— Raw data —
----------------

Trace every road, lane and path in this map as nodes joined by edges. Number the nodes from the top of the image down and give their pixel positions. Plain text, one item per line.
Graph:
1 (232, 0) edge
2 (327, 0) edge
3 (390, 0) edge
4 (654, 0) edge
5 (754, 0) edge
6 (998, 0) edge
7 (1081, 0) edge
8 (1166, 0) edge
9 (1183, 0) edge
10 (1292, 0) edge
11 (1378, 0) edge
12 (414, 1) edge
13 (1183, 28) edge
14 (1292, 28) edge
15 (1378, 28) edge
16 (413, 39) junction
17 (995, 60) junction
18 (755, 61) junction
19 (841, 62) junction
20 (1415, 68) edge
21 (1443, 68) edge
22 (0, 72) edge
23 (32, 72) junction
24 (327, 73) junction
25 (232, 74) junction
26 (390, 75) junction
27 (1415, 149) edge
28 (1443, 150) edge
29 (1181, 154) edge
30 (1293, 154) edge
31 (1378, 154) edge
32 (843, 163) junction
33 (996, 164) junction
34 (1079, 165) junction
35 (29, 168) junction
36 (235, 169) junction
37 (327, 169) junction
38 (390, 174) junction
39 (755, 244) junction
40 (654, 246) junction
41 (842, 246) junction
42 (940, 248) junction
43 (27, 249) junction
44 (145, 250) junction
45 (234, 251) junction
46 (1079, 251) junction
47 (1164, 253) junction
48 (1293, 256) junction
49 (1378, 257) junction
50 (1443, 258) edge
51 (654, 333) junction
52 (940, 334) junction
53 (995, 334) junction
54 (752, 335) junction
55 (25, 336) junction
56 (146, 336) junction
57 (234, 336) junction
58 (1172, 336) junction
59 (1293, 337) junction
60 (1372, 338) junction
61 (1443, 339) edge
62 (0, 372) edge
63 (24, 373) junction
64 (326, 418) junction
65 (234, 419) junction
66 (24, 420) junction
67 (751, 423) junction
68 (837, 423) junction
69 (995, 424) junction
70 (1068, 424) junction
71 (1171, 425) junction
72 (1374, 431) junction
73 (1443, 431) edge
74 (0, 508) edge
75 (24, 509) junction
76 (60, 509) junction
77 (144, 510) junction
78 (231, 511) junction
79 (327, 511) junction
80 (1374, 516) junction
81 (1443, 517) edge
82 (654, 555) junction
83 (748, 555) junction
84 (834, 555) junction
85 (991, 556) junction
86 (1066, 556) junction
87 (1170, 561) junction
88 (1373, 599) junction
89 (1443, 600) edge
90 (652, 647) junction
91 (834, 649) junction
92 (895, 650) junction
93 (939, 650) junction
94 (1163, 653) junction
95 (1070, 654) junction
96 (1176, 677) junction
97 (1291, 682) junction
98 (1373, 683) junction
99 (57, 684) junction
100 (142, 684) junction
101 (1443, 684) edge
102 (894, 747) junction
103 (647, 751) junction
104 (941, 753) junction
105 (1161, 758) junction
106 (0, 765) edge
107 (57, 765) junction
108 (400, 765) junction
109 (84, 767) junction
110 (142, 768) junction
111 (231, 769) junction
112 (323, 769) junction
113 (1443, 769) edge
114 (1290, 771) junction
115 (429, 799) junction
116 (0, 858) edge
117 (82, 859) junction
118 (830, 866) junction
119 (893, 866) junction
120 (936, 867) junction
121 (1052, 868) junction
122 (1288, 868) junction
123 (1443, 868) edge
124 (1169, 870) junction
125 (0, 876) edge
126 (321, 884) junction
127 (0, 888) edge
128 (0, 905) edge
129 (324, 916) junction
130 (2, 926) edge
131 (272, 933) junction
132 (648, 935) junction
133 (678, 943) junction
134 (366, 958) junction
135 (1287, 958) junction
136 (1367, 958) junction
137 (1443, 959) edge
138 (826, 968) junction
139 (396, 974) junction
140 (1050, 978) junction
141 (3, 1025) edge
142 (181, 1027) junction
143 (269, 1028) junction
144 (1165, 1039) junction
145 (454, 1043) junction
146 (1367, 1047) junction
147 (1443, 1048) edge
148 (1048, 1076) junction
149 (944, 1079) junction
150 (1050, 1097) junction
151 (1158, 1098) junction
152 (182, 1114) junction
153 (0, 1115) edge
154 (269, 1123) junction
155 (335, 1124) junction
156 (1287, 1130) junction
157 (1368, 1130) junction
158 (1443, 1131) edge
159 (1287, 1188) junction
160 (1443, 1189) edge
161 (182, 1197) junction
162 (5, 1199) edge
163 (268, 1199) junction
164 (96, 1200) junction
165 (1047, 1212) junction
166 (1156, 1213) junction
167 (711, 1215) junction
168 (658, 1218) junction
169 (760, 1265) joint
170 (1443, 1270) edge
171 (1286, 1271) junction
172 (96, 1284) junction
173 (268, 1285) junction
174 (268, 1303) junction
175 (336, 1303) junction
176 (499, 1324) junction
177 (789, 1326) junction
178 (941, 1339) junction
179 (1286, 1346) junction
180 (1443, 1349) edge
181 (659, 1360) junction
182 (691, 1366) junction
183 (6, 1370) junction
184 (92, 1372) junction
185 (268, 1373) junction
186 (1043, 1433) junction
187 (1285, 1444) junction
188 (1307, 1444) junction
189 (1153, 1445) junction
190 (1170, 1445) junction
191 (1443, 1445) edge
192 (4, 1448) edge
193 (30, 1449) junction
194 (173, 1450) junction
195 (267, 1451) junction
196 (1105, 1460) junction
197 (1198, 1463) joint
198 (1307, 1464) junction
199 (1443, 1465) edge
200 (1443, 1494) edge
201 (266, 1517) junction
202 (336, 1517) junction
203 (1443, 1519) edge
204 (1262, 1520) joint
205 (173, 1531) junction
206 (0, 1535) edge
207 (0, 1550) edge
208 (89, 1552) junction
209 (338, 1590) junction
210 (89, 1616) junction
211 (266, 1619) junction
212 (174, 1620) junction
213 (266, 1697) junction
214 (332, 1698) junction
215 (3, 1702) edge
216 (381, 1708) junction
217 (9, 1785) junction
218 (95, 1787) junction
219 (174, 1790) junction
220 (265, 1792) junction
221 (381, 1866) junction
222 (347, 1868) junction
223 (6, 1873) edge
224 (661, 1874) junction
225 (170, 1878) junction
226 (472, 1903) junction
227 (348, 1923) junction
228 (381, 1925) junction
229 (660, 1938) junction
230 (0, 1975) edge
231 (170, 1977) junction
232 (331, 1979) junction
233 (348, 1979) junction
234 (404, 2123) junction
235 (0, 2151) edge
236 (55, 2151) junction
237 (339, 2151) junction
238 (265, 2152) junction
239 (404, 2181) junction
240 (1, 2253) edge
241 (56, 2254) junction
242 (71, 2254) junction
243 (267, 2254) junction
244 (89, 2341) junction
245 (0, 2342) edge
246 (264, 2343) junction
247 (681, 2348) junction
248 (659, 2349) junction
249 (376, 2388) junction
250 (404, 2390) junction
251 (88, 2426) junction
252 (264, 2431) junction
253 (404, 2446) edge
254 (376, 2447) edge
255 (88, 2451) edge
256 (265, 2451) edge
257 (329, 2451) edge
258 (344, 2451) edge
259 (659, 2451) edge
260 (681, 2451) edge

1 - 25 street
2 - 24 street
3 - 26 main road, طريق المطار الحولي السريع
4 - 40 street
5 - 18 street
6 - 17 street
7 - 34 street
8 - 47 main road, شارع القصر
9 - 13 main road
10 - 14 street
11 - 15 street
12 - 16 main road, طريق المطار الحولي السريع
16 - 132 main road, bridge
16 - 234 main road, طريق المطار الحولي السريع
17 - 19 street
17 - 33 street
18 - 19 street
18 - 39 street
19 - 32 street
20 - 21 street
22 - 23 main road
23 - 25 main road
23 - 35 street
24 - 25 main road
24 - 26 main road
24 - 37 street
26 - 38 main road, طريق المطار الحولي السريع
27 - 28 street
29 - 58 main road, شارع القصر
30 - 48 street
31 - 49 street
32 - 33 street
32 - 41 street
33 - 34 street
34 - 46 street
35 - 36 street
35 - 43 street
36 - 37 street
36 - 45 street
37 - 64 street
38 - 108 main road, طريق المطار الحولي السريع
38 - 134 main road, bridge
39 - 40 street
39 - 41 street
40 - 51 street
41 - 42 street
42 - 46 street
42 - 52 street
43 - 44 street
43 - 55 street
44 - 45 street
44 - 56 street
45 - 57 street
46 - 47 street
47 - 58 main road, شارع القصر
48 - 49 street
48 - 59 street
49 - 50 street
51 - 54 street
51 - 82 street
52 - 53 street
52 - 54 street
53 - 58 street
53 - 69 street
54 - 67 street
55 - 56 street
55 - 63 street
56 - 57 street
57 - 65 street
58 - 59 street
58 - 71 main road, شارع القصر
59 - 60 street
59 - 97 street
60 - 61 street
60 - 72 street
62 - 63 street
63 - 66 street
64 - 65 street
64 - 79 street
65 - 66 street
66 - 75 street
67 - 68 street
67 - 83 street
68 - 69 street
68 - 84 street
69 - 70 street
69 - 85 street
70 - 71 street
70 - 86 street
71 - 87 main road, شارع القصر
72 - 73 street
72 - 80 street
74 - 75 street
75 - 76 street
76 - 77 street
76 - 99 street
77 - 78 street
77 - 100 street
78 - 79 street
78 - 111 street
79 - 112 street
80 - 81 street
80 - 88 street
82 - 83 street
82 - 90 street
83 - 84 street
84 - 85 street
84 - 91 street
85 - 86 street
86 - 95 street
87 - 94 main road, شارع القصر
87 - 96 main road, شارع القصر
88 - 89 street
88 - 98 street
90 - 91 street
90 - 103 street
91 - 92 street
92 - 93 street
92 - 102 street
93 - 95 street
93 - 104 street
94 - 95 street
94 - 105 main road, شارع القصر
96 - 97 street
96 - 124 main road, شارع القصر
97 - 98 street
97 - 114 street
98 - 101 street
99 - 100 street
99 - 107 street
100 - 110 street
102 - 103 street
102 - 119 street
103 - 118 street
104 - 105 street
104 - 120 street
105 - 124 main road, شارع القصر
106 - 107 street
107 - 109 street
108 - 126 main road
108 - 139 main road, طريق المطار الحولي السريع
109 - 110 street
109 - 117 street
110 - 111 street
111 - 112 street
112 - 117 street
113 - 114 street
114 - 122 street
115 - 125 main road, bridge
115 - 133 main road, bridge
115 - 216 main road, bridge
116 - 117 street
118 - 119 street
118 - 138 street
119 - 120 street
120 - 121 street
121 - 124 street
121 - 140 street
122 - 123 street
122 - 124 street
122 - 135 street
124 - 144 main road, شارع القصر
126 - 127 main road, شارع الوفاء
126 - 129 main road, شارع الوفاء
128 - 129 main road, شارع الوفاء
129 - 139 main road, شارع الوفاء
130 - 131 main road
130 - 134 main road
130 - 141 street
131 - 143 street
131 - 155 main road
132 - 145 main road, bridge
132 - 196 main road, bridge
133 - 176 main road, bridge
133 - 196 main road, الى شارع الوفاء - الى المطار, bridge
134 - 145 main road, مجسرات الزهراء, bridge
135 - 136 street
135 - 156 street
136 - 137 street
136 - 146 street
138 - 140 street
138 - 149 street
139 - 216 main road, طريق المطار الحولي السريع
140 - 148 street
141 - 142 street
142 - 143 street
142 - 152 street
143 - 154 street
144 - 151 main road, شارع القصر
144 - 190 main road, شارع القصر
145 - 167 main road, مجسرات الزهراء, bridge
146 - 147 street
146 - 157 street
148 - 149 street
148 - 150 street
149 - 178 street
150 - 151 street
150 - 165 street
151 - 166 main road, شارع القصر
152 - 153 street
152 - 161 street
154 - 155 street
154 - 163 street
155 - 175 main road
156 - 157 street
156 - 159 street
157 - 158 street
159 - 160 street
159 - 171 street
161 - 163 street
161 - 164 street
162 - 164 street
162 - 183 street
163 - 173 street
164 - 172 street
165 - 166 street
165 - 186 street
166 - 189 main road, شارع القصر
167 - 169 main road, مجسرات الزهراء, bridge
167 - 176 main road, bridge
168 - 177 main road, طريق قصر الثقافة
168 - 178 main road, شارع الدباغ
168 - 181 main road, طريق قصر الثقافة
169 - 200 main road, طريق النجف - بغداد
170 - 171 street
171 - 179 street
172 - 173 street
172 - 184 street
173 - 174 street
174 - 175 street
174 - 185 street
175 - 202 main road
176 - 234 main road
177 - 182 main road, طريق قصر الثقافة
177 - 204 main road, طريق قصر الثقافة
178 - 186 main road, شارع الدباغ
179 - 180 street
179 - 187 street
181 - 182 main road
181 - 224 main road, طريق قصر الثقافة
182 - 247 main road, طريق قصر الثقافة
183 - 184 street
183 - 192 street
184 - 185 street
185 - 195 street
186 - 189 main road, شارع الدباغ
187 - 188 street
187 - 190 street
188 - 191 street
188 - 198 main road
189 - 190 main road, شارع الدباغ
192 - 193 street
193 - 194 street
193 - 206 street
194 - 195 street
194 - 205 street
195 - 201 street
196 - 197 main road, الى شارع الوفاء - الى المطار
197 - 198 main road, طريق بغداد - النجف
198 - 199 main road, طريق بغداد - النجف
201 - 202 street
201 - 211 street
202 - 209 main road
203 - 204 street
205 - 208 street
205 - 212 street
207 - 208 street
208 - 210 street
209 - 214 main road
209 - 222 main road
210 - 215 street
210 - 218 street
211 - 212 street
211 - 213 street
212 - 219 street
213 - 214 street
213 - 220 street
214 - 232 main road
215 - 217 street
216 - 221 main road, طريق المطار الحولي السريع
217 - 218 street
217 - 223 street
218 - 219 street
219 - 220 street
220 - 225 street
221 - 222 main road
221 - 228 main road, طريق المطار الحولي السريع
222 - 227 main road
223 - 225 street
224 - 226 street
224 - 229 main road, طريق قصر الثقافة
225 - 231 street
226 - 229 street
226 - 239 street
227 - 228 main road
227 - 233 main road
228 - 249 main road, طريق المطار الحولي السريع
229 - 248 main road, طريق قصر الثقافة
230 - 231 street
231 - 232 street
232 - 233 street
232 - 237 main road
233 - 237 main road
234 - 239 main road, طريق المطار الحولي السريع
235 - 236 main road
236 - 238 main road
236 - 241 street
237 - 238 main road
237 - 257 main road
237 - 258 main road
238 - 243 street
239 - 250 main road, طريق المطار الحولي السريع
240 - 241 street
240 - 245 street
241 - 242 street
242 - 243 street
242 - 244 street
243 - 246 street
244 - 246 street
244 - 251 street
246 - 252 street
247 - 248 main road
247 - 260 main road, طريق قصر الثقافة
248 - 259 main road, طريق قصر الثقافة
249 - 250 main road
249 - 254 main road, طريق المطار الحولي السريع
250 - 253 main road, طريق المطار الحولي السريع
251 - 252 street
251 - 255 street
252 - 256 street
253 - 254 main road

----------------

— What you should do —
Among the lines above, find the ones containing "joint" and copy them.

— Expected output —
169 (760, 1265) joint
197 (1198, 1463) joint
204 (1262, 1520) joint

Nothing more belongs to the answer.